• DESCRIPTION OF THE TASK: Copy each line below in which the word "north" occurs.

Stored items
<<<<
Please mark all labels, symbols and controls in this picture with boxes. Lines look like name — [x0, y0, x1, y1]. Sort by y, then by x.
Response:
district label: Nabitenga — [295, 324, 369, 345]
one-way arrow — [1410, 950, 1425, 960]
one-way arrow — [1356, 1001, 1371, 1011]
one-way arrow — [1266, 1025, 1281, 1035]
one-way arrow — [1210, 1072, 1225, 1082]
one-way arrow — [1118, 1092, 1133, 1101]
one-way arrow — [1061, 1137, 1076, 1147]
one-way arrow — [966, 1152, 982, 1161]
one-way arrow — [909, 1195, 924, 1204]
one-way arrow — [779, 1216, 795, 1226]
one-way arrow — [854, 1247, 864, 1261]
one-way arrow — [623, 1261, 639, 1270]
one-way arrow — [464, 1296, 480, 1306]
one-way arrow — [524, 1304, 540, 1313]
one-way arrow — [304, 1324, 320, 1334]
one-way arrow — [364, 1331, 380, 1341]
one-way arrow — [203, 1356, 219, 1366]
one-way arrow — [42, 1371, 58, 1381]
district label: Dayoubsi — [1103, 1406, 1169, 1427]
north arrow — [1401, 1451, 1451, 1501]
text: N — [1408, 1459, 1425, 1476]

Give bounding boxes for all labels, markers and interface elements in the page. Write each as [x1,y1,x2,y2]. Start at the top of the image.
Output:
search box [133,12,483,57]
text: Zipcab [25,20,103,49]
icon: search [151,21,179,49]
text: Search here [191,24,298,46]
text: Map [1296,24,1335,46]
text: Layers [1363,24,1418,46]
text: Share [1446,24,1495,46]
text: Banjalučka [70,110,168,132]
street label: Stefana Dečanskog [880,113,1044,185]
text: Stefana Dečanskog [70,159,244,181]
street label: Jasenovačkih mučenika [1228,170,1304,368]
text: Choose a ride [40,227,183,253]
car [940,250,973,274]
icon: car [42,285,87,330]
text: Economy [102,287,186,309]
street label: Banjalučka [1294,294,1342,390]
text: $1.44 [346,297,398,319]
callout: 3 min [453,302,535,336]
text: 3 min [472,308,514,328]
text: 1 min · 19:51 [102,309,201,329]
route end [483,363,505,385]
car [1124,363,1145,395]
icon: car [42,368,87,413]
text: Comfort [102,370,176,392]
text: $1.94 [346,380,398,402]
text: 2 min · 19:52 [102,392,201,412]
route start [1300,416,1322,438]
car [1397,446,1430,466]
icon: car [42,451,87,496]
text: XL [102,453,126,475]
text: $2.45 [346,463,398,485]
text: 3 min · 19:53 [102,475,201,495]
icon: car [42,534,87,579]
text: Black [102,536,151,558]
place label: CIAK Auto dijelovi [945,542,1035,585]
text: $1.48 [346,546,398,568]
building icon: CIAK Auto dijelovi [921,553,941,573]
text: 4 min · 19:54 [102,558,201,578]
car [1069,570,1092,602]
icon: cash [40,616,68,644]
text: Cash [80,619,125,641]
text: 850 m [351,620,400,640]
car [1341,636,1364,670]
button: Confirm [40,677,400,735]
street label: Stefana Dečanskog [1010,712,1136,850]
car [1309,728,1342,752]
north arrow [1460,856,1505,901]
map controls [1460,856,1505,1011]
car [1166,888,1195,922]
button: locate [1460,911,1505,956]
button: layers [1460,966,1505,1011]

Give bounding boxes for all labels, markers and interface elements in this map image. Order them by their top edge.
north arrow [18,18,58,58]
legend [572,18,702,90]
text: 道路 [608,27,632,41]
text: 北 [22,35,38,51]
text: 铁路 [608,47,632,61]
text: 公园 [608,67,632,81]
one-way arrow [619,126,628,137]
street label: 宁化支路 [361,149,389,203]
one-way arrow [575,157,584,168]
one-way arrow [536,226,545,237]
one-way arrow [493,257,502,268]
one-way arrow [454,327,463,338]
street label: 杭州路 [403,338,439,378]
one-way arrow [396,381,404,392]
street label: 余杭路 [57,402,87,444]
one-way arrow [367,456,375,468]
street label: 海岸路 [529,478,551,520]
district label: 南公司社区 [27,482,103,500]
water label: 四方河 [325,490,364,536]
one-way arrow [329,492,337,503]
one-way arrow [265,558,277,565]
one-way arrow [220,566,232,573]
>>>>
• YOUR RESPONSE:
north arrow — [1401, 1451, 1451, 1501]
north arrow [1460,856,1505,901]
north arrow [18,18,58,58]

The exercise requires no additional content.